Спектакль так устроен, что из него можно вытянуть немало нитей. Кроме одной: конечно, это не версия романа "Идиот" — скорее результат полемического диалога с автором, рожденного ханжеской канонизацией Достоевского. Богомолов вообще против любого пафоса и любого морализаторства, на изнанке которых он неизменно обнаруживает темные человеческие делишки. Конечно, можно рассматривать "Князя" и просто как исследование темы педофилии у Достоевского — уж раз "проклятые вопросы", то не будем жмуриться и бояться заглядывать в неприятное. (Тем более что материала достаточно — оказывается, что рассказы о судьбах пациентов детского хосписа, звучащие со сцены, взяты вовсе не из сегодняшних документальных опытов, а тоже из Федора Михайловича.) Но Богомолов отвратительную для многих тему расширяет — кто-то уже обнаружил в "Князе" мотивы набоковской "Лолиты", а что касается "Смерти в Венеции" Томаса Манна, так огромный фрагмент из нее в мастерском исполнении Виктора Вержбицкого становится одной из центральных сцен спектакля — правда, Ашенбах в ней предстает депутатом с российским триколором на лацкане.
То, что называется "педофилией", выбрано режиссером не просто как скандальная тема, а как свидетельство глубокого, непреодолимого кризиса окружающего социума. Безусловно, дар Богомолова — сатирический, и спектакли его всегда полны злого, бесстрашного юмора. Как и во многих его прежних работах, сильным приемом оказывается резкое столкновение вывернутой на сцене мерзкой реальности с популярными советскими мелодиями, знакомыми с детства (что ж, любовь к своему детству тоже, должно быть, форма педофилии). Но перечисление многочисленных деталей из "Князя", для осмысления которых в газете слишком мало места, не должно дать превратного представления о форме спектакля — это совсем не шоу и не аттракцион, а произведение строгое, суровое, а местами даже испытывающее наше восприятие на прочность. Соответствуя по сути духу "Ленкома", в котором с классикой никогда не боялись вести смелые игры, "Князь" все же бросает вызов привычкам ленкомовской публики; и мудрой смелости Марка Захарова можно лишь почтительно удивиться.
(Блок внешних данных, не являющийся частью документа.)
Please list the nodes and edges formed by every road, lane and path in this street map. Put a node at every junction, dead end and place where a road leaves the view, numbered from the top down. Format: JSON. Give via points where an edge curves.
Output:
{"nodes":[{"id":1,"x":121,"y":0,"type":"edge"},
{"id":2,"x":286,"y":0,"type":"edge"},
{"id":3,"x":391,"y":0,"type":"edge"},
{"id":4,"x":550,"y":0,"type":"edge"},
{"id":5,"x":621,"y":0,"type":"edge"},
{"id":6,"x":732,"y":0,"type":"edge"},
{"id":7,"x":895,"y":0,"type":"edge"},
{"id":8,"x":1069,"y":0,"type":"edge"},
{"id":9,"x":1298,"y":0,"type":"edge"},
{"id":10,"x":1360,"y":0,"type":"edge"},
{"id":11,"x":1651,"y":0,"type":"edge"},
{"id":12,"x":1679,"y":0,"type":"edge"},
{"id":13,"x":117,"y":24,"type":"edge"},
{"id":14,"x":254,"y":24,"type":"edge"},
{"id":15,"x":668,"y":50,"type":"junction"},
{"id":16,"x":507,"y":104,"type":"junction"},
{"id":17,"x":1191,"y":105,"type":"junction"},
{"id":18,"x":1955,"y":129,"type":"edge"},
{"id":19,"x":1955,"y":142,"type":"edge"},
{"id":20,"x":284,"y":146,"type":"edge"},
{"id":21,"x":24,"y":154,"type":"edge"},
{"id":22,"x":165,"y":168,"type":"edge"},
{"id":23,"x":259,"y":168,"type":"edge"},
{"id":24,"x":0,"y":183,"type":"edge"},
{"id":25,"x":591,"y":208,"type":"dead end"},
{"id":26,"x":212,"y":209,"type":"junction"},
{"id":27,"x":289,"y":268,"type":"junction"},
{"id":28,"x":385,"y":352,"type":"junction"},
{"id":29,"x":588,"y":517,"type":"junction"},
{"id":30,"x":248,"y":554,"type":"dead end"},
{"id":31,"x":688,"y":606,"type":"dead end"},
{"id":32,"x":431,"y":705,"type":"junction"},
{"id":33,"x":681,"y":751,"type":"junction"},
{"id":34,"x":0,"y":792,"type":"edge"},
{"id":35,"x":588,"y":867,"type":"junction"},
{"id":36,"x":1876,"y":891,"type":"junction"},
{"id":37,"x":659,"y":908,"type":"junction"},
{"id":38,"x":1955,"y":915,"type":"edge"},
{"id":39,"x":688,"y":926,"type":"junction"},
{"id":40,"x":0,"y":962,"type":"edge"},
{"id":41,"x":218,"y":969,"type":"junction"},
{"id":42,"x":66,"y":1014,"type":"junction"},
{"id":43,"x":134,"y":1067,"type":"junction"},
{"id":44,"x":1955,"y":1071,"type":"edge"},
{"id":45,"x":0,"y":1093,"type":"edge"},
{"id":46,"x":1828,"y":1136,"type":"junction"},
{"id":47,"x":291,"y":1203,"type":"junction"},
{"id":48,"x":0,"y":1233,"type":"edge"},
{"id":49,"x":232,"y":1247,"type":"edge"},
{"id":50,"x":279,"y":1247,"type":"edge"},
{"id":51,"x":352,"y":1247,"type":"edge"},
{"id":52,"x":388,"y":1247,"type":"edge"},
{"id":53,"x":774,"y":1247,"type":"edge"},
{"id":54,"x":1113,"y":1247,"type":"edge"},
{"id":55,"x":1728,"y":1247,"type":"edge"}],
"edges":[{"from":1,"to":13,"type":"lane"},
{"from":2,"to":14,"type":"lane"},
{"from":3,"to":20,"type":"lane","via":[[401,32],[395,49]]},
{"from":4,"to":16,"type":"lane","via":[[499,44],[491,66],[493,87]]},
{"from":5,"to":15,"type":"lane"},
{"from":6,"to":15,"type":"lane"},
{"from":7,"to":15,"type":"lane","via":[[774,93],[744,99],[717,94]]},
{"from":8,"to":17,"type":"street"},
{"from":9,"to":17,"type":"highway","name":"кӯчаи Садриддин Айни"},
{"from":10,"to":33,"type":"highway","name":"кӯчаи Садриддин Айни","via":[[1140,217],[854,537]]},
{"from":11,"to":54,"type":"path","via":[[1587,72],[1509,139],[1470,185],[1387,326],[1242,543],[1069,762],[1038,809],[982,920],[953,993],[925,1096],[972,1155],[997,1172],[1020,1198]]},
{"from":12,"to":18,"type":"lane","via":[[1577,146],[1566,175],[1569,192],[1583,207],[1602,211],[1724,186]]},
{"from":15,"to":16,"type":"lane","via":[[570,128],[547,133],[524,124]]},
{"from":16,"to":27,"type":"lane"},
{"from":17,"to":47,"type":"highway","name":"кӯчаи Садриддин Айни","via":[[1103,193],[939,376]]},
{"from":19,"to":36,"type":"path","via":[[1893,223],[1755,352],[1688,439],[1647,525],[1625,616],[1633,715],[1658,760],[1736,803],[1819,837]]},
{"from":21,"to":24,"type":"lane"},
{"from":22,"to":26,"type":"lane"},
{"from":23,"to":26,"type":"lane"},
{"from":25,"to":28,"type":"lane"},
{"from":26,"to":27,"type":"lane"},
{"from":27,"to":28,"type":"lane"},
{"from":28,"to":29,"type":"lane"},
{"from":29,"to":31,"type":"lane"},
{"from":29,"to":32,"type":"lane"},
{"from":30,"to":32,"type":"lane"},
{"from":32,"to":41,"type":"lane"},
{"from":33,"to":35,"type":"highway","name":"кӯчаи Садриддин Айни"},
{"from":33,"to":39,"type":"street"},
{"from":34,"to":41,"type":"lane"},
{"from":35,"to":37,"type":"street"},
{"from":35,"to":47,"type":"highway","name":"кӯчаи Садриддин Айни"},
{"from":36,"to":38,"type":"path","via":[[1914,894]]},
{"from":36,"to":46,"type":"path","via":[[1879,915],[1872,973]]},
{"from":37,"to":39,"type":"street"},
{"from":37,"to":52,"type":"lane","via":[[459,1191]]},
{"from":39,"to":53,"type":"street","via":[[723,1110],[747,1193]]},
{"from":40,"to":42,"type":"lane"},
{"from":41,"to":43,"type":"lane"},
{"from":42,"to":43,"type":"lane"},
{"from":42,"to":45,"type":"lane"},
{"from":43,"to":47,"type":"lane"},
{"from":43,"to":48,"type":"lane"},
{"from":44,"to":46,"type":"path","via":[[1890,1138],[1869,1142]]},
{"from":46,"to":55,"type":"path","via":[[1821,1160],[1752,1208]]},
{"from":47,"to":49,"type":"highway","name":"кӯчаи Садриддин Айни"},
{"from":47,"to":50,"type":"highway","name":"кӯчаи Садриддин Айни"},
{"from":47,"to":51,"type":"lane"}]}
Разряженная атмосфера, длинные монологи, отсутствие режиссерской заботы о ладности перехода одного эпизода в другой — можно сказать, что в рискованную, минималистскую форму спектакля тревожно переплавлено трагическое чувство беззащитности перед миром, где правят ложь и смерть, причем одну иногда не отличить от другой. Пустой павильон с грязновато-серыми стенами, придуманный художником Ларисой Ломакиной, поначалу кажется лишь нейтральной театральной коробкой, но постепенно обретает смутные черты какой-то зловещей волшебной камеры, на стенах которой проступает беспощадная правда. И едва ли не самой сильной сценой "Князя" становится рассказ о приговоренном к казни, который сдержанно и необычайно выразительно произносит Александр Збруев — это выдающаяся роль, перед которой рецензент теряет весь свой убогий арсенал. Впрочем, все актеры в спектакле Богомолова работают отважно и без компромиссов. Так что после финала, вернее, после его отсутствия — режиссер отменил выходы на аплодисменты, и зрители под песню "из чего же... сделаны наши мальчишки" хлопают опустевшей сцене — хочется подойти к служебному входу "Ленкома". И не для того, чтобы благодарностями восполнить артистам отсутствие поклонов, а просто чтобы убедиться, что они остались живы.